Researchers with cybersecurity firm Claroty said they discovered a new method that allows to bypass web application firewalls (WAFs) from various vendors, including Palo Alto Networks, Amazon Web Services, Cloudflare, F5, and Imperva.

Web application firewalls (WAF) are designed to safeguard web-based applications and APIs from malicious external HTTPs traffic, most notably cross-site scripting and SQL injection attacks.

According to the researchers, the new technique involves appending JSON syntax to SQL injection payloads that a WAF is unable to parse. JSON is a standard file and data exchange format, and is commonly used when data is sent from a server to a web application.

It was discovered that major WAF vendors did not implement JSON support in their products. While most WAFs will easily detect SQLi attacks, prepending JSON to SQL syntax allows to circumvent protections.

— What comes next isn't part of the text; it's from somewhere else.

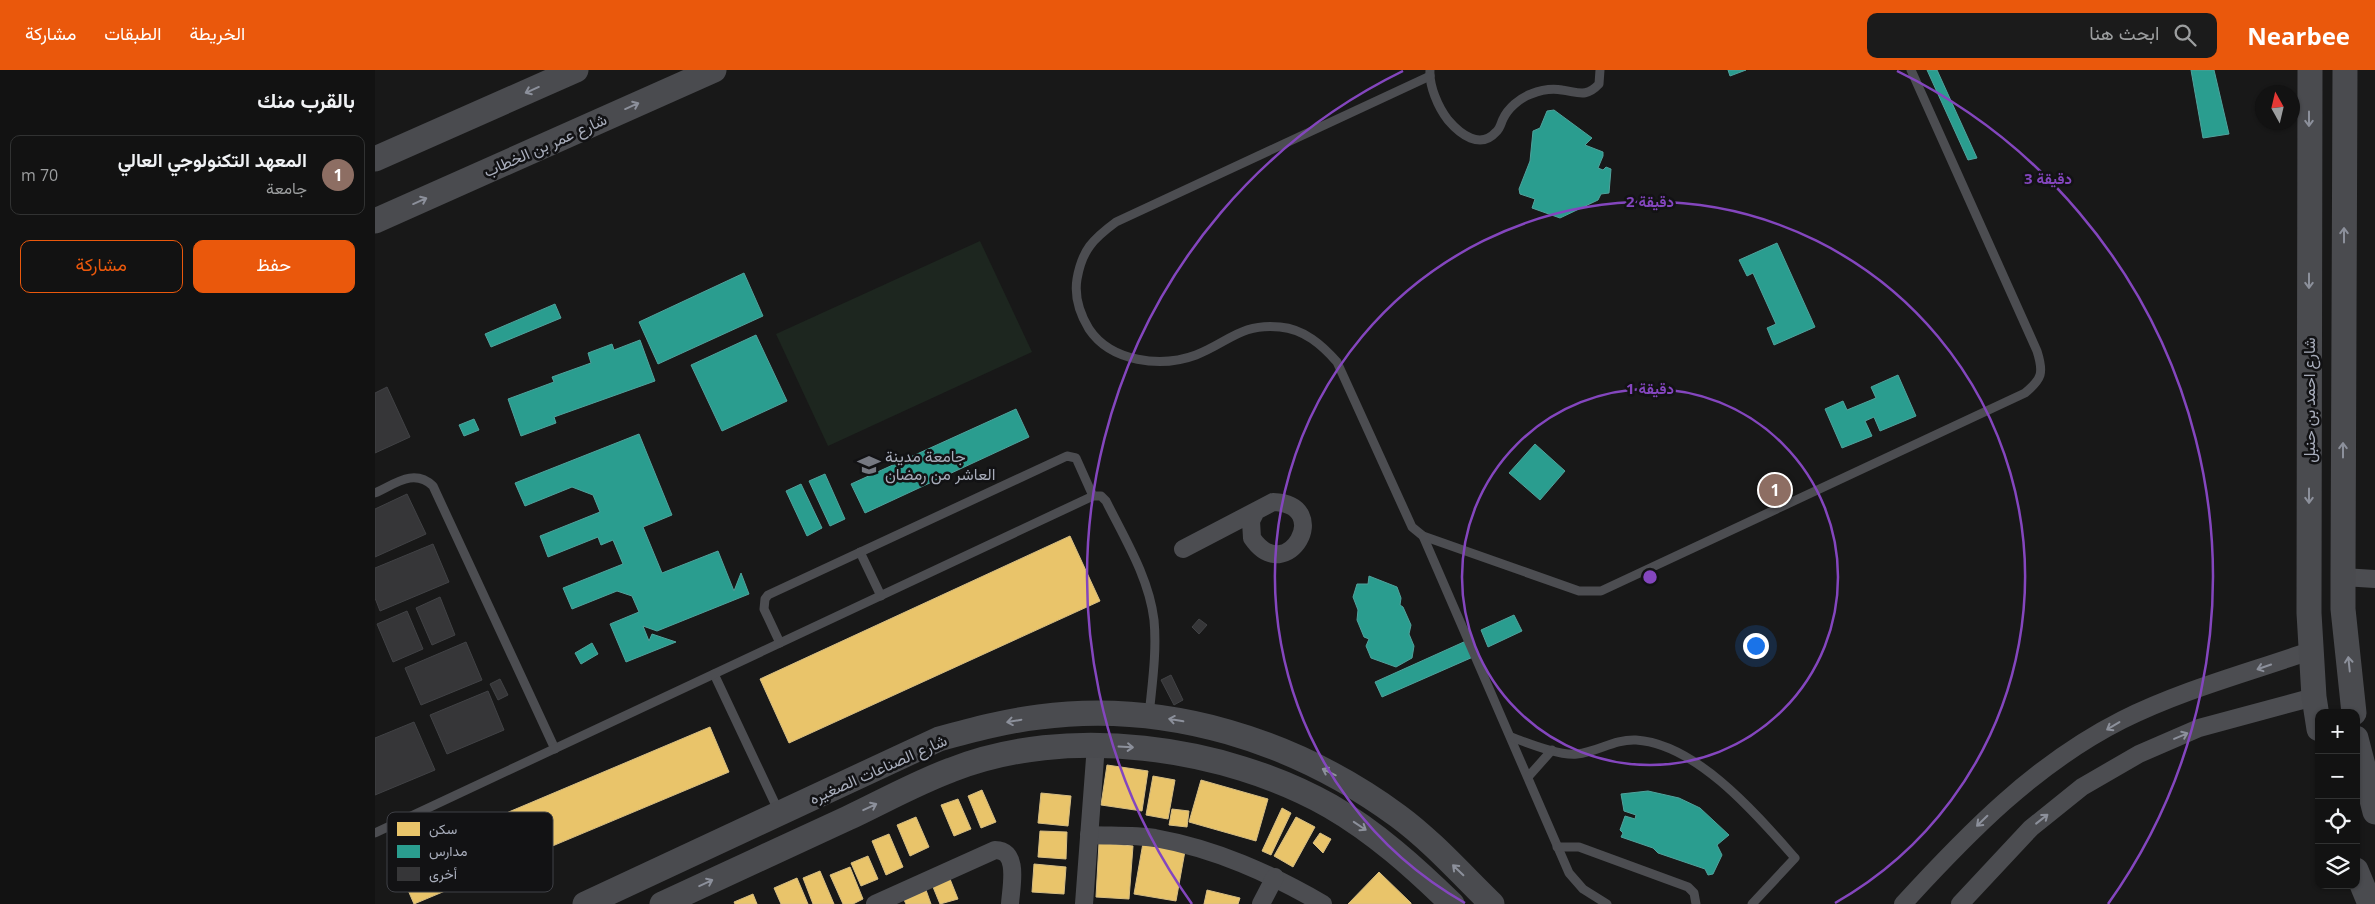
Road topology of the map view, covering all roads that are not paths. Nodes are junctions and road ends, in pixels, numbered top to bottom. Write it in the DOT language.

“Attackers using this technique would be able to bypass the WAF’s protection and use additional vulnerabilities to exfiltrate data via either direct access to the server or over the cloud” the researchers explained. “This is especially important for OT and IoT platforms that have moved to cloud-based management and monitoring systems. WAFs offer a promise of additional security from the cloud; an attacker able to bypass these protections has expansive access to systems.”

Claroty informed all affected vendors of their findings, and all of the companies have released updates that add support for JSON syntax to their products’ SQL inspection processes.